Living Simply

Though I don’t consider myself a Catholic, I have come to appreciate and observe the Lenten season each year. I believe each has their own personal motivations for participating (or not) in this season and, for me, I see it as a time for reflection on life – perhaps a ‘state of my union’, if you will. This is typically paired with adding or removing something that I may rely heavily or not enough on. Perhaps it is the fact that I enjoy a challenge – I seem to participate in all of these self-bettering holidays – or just the chance to reevaluate the life that I am living and work to make it better. My resolutions for these seasons of life revolve around what foods I will be restricting myself from (meat, animal products, or alcohol), what exercise routine I will be attempting, or how to make my life generally more productive (less tv, more recipe writing, more book reading). However, I am attempting a new approach this time – the broad, and often subjective idea of simple living.

This past weekend, as I bathed in the southern sun and warmth in the quiet botanic gardens of Austin, I could think of nothing else but to start living simply. The impending fate of moving into a remodeled airstream, the realization that working to attain dreams is not free (or cheap), and the need for a cleanse brought this to mind as I sat reflecting on the state of my life.

I have an incredible life. This is said not in an attempt to boast, but in appreciation for the many ways I’ve been blessed. To be able to live comfortably in a ski area in Colorado with a stable job, beyond wonderful husband, and supportive and loving friends and family is more than I could ever ask for. That being said, life often gets caught up in the accumulation of stuff, the next trip or adventure, and not necessarily focused on the appreciation for what we have day-to-day.

What will this look like? I’m really not quite sure. In the three days since Lent has started, I have spent more time reading than watching tv, thought about purchases long and hard before making them, and anticipated spending in the future. I hope this practice will also lead to a de-cluttering of life and our apartment, donating books and clothes, and a new thinking of what is truly necessary.
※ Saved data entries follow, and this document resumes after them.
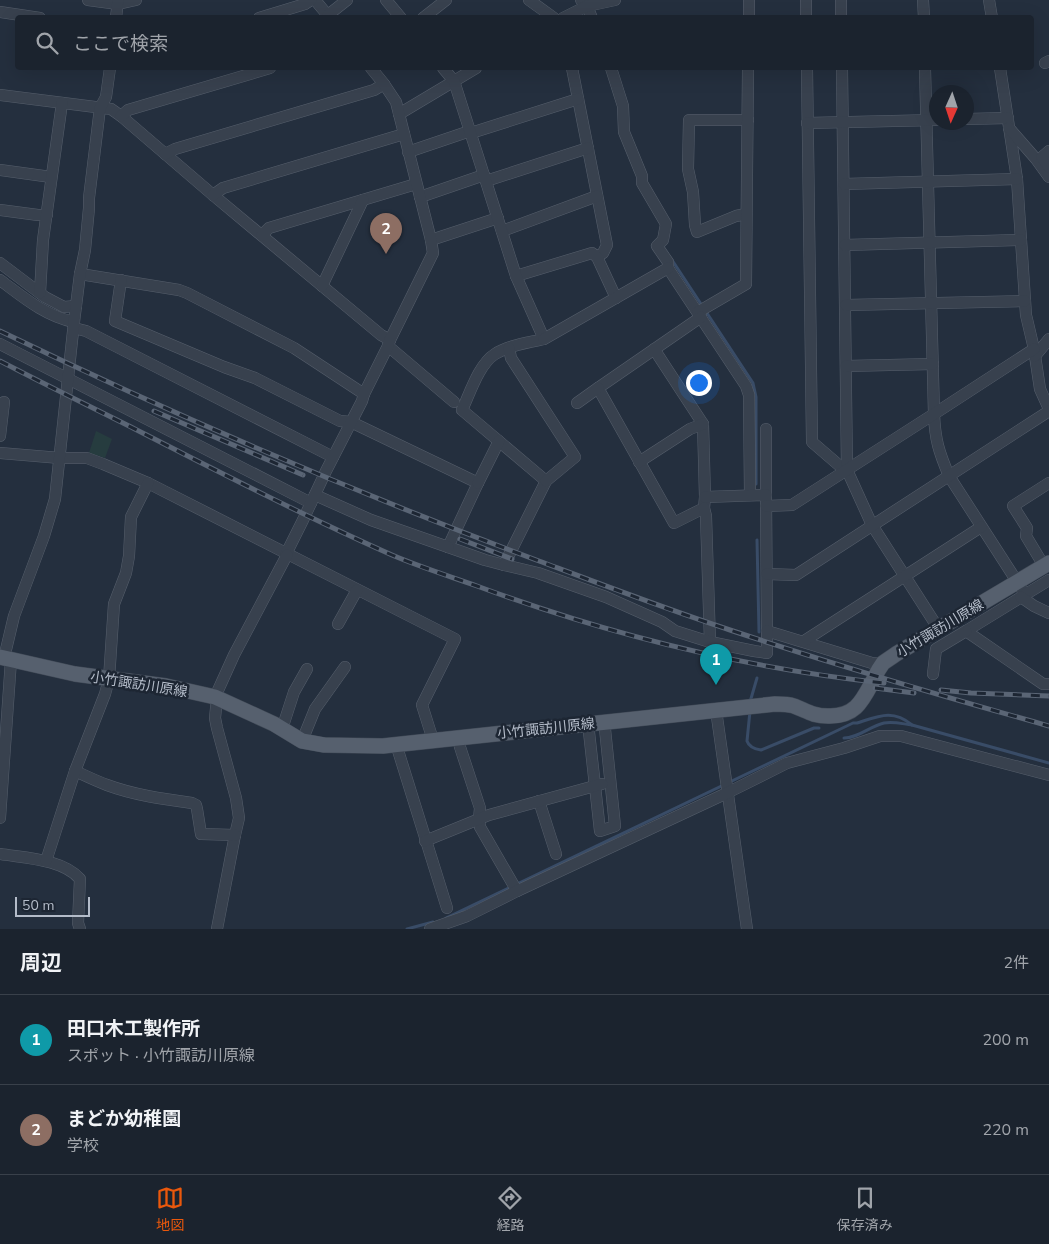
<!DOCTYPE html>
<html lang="ja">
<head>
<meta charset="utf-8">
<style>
	:root { --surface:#1b232e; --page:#282f3a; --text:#f1f3f6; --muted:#a0a4aa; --line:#39404a; --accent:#ea580c }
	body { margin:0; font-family:"Nunito Sans","Noto Sans JP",sans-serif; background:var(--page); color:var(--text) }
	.compass { position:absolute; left:929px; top:85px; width:45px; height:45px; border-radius:50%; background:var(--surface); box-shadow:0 5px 20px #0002; rotate:183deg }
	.scale { position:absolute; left:15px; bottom:12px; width:75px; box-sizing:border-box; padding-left:5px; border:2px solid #b4bcc9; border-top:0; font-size:14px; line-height:18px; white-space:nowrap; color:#b4bcc9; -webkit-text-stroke:4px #1d2633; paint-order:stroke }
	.you { position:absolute; left:698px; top:382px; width:18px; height:18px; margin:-12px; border:4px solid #fff; border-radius:50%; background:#1a73e8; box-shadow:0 0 0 8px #1a73e833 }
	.badge { display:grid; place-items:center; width:32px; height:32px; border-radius:50%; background:var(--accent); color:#fff; font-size:16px; font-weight:700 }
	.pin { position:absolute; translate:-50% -41px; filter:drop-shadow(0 1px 2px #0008) }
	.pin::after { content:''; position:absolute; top:26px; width:18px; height:15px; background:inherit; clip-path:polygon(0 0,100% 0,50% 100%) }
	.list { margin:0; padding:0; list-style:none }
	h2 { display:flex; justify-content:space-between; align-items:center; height:65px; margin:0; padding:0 20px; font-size:21px }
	h2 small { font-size:16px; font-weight:400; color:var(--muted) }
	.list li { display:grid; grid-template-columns:32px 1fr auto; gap:15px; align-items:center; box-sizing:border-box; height:90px; padding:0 20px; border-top:1px solid var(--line) }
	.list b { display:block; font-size:19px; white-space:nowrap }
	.list p { margin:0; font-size:16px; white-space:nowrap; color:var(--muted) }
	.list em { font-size:16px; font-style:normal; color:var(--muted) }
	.icon { flex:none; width:28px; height:28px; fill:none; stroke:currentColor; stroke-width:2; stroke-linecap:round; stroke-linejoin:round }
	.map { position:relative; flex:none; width:1049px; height:929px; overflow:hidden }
	.search { position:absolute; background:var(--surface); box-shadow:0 5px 20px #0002; left:15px; right:15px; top:15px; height:55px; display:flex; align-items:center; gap:12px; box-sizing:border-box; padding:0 18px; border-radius:5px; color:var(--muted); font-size:19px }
	.sheet { height:245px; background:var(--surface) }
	nav { display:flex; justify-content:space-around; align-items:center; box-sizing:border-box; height:70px; border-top:1px solid var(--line); background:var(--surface); font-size:14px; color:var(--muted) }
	nav a { display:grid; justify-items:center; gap:2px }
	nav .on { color:var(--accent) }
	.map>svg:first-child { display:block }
	.green { fill:#263c3f }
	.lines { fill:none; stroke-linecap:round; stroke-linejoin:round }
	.stream { stroke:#394c67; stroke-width:3 }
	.minor-casing { stroke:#565f6c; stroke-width:12 }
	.major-casing { stroke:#414a57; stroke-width:16 }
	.minor { stroke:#38414e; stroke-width:11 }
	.major { stroke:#56606e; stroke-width:15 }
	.rail-casing { stroke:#5a6575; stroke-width:5 }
	.rail { stroke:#1d2633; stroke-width:3; stroke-dasharray:9; stroke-linecap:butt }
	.labels { text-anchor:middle; stroke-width:5; stroke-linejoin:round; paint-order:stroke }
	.street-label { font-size:14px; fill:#b4bcc9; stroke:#1d2633 }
</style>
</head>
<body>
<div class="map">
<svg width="1049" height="929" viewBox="0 0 1049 929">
	<rect width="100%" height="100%" fill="#242f3e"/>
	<!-- green -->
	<path class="green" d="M96,431l16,8 -7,19 -16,-5z"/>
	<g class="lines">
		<!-- stream -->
		<g class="stream">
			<path d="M672,260l81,123 3,14v87"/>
			<path d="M757,540l2,92"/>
			<path d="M750,702l7,-24"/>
			<path d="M750,711l-3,30c2,6 7,8 14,9l53,-22h5"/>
			<path d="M844,738c15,0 26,-12 40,-15 9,-2 19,1 28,2"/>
			<path d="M446,918l407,-195h4c22,-7 36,-14 55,2l137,38"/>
			<path d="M407,929l26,-7"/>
		</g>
		<!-- minor casing -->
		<g class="minor-casing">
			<g id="minor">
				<path d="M88,0l30,4 18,-4"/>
				<path d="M315,0l15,18"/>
				<path d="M386,0l15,18"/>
				<path d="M529,0l25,18"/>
				<path d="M581,0l6,6 5,12"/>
				<path d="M806,0v18"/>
				<path d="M841,0v18"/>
				<path d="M923,0l1,18"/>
				<path d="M989,0l3,18"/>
				<path d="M0,12l40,6"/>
				<path d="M328,15l19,-15"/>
				<path d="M116,18l2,-18"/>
				<path d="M259,18l46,-14 6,-4"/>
				<path d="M423,18l23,-18"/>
				<path d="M563,18l24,-12 28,-6"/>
				<path d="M749,18v-18"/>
				<path d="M1045,63l4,-2"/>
				<path d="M572,68l35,177 -4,8 -6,4"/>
				<path d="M611,68l12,38 1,26 18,44v7l24,41 -3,16 -6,6 11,16v6l78,118 3,9 1,100"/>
				<path d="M807,68l5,374 29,25 6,3"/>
				<path d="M842,68l5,402 25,55 66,103"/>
				<path d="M925,68l9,346c1,26 5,38 15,62l76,118"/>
				<path d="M1000,68l17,111 9,136 8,34 6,40 9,20"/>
				<path d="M0,95l111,14 10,7 92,79 168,140 9,5"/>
				<path d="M399,114l77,-46"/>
				<path d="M121,116l7,-6 142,-42"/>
				<path d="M966,119l42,-1"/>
				<path d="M807,123l129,-3"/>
				<path d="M1009,128l27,31 13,18"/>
				<path d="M471,133l107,-34"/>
				<path d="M408,152l62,-21"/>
				<path d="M165,154l10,-5 199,-59 10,-6"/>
				<path d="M1049,167l-7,-10 7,-6"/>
				<path d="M0,170l51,7"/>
				<path d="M486,181l102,-33"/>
				<path d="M844,184l173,-5"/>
				<path d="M213,195l10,-7 181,-54"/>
				<path d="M420,197l64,-22"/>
				<path d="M0,210l38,5h9"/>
				<path d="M746,214l-10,2 -39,16 -2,-7 -2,-33 -5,-23 1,-49h59"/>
				<path d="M502,231l95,-35"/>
				<path d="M262,235l7,-7 147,-44"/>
				<path d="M431,240l67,-22"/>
				<path d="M845,245l176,-5"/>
				<path d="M0,263l45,34 19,10 12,-1"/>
				<path d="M80,274l99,16 8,3 107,55 70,46"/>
				<path d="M516,276l76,-23 5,4 19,41"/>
				<path d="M0,280c23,17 45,36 74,42"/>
				<path d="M121,280l-6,41 109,46 31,11 85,43 11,1 127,61 -30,64 37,13 19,5 42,-84 -84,-71c8,-17 17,-46 33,-56 14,-9 33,-11 49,-15l-28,-63 -62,-195 -11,-13"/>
				<path d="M322,286l41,-86"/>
				<path d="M40,293l3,-53 19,-137"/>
				<path d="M846,305l179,-4"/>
				<path d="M698,312l48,-28 2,-216"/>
				<path d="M74,328l12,3 247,126"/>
				<path d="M544,339l124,-71"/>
				<path d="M0,344l311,159"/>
				<path d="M388,346l66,56"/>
				<path d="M509,348l2,10 64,99 -29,24"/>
				<path d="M654,349l49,75 2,73 -1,11 -30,15 -76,-135 103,-71"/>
				<path d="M1035,356l14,-17"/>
				<path d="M846,366l87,-2"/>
				<path d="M577,403l21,-15"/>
				<path d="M766,429v66"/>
				<path d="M0,436l4,-34"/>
				<path d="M0,453l60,5h27l16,6 45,19 307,156 -33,66 11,35"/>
				<path d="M639,462l51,-33 13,-5"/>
				<path d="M478,483l21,-42"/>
				<path d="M315,495l56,25 77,27"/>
				<path d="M705,497l61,-2 1,136 105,32 10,1"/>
				<path d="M766,506l26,-1 142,-91 100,-65"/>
				<path d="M704,508l2,8 4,126"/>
				<path d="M286,554l17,-34 23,-49 36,-70 2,-7 24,-48 2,-6 43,-87 -2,-13 -35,-138 -12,-18 -13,-16"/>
				<path d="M504,565l34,8 68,24 56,25 13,9 35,11 44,9 13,2v-22"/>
				<path d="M1044,566l-18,-30 1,-8 -14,-22 36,-23"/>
				<path d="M767,574l29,1 253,-164"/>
				<path d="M1049,580l-83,51 77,53h6"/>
				<path d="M1021,597l13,9 15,7"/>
				<path d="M338,624l19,-34"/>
				<path d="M804,641l177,-114"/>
				<path d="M4,658l10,-42 30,-80 11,-37 19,-177 6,-48 5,-24 4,-42v-10l11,-90 6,-11 4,-29"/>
				<path d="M933,674l3,-25 30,-18"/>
				<path d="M215,697l19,-42 53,-100"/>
				<path d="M217,698l-2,20 2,10 19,70 3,20 -4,17 -18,94"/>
				<path d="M716,710l31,219"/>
				<path d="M588,723l12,108 15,-5 -10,-97v-8"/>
				<path d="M282,729l12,-37 13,-23"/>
				<path d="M458,737l2,10 20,61 -1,11 1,8 37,64"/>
				<path d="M302,741l13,-32 30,-42"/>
				<path d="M396,744l51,164"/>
				<path d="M75,771c11,5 21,10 32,14 27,10 56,14 85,18l4,2 1,4 4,25 34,1"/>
				<path d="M539,801l17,53"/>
				<path d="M0,818l11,-158"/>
				<path d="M425,841l64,-26 113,-31"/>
				<path d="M0,854c24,4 63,5 80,25l-2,44 2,6"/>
				<path d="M46,861l29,-90 30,-77 4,-15 5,-75 12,-31 3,-17 2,-39 17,-34"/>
				<path d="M430,929l37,-13 50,-25 210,-98 60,-30 57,-15 36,-12h21l148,39"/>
			</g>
		</g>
		<!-- major casing -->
		<g class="major-casing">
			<path id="major" d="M0,657l75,17 91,12 49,11 59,27 28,17 22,4 59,1 392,-42c7,0 13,0 19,2 13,5 19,10 34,10 29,1 35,-17 47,-39 2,-5 5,-10 8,-14 4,-3 9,-6 13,-9l153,-91"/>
		</g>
		<!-- minor -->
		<use href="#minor" class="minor"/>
		<!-- major -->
		<use href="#major" class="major"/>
		<!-- rail casing -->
		<g class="rail-casing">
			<g id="rail">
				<path d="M0,331c176,85 356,162 539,230 64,24 127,48 191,69 105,35 212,66 319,96"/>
				<path d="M0,361c42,22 85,43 127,64 88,45 175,90 265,130 28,12 57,21 85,31 132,49 267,82 407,97"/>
				<path d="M154,411l149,64"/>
				<path d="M460,539l52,20"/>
				<path d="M875,688l39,5"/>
				<path d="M941,690l30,3 78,3"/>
			</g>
		</g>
		<!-- rail -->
		<use href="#rail" class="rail"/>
	</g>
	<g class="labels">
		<!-- street labels -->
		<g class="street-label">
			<text transform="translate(940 628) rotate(-31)" y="5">小竹諏訪川原線</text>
			<text transform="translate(139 684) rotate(9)" y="5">小竹諏訪川原線</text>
			<text transform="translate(546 728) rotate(-6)" y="5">小竹諏訪川原線</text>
		</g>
	</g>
</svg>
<svg class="compass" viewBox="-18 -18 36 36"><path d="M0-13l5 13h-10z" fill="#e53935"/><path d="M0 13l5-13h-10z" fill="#a0a4aa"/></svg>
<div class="scale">50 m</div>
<div class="you"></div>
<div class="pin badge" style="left:716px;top:685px;background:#0f9aa8">1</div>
<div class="pin badge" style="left:386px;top:254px;background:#8d6e63">2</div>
<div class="search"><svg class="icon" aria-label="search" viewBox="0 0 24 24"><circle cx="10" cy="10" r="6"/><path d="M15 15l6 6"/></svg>ここで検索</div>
</div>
<section class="sheet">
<h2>周辺<small>2件</small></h2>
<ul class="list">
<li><span class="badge" style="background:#0f9aa8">1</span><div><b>田口木工製作所</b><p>スポット · 小竹諏訪川原線</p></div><em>200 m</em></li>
<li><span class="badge" style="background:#8d6e63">2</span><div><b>まどか幼稚園</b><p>学校</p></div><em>220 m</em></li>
</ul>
</section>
<nav>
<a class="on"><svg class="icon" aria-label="map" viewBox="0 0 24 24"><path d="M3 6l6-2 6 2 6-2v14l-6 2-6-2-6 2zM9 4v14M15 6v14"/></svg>地図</a>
<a><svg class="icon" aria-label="directions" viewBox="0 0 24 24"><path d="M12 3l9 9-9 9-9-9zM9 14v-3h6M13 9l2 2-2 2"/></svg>経路</a>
<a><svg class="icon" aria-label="saved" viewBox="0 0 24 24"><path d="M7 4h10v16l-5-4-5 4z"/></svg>保存済み</a>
</nav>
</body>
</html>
What does this mean for food? Obviously, my first thought in determining what I will do for Lent was ‘how will this impact what I will be cooking and eating?’ The idea for living simply came after a series of vegan or dairy-free thoughts and while I think that simple living is definitely reflected in diet – one that reduces harm to animals and the planet, mostly plant-based, health-focused – I also believe that using food wisely, as in not letting it spoil, is equally as important. In essence, we will be eating more consciously of what we have on hand and not buying more simply to fulfill a recipe. Moving forward, I still am not quite sure how living simply will motivate purchases at the grocery store but I will update you when that time comes.

However, this also doesn’t mean that we will be eating Ramen noodles every night. I still hold to my ideals that ‘good’ food doesn’t need to be outrageously expensive, taste bad, or be unhealthy. So I will be preparing and posting recipes that are fulfilled with ingredients that are easily on hand. Needless to say, this will be a learning experience. If you have any thoughts on what simply living means, or advice on how to proceed with this journey, feel free to leave a comment!

So, with that in mind, here is my recipe for meatballs. As any aspiring Italian (like myself) knows, it’s essential to have a go-to meatball recipe that can be prepared in no time, from memory for a delicious dinner addition. With the seemingly endless supply of beef that Joda and I have from his family’s cows, this is almost a weekly staple for us. They are simple and beyond delicious.

Simple Meatballs

Makes about 16.


1 lb. ground beef

1/2 cup chopped white onion

3 garlic cloves, minced

1/3 cup bread crumbs (either homemade or store bought)

1 T. Worcestershire sauce

2 T. (heaping) parmesan cheese

1 egg

1 teas thyme

1 teas oregano

1/2 teas salt and pepper


Mix all ingredients in a large bowl. Form into desired ball size. Using a frying pan or cast iron skillet, heat 1 T. oil on medium heat. Brown the meatballs on both sides. Add tomato sauce and simmer to finish cooking all the way through.

Serve with pasta or on a roll with loved ones and a glass of wine.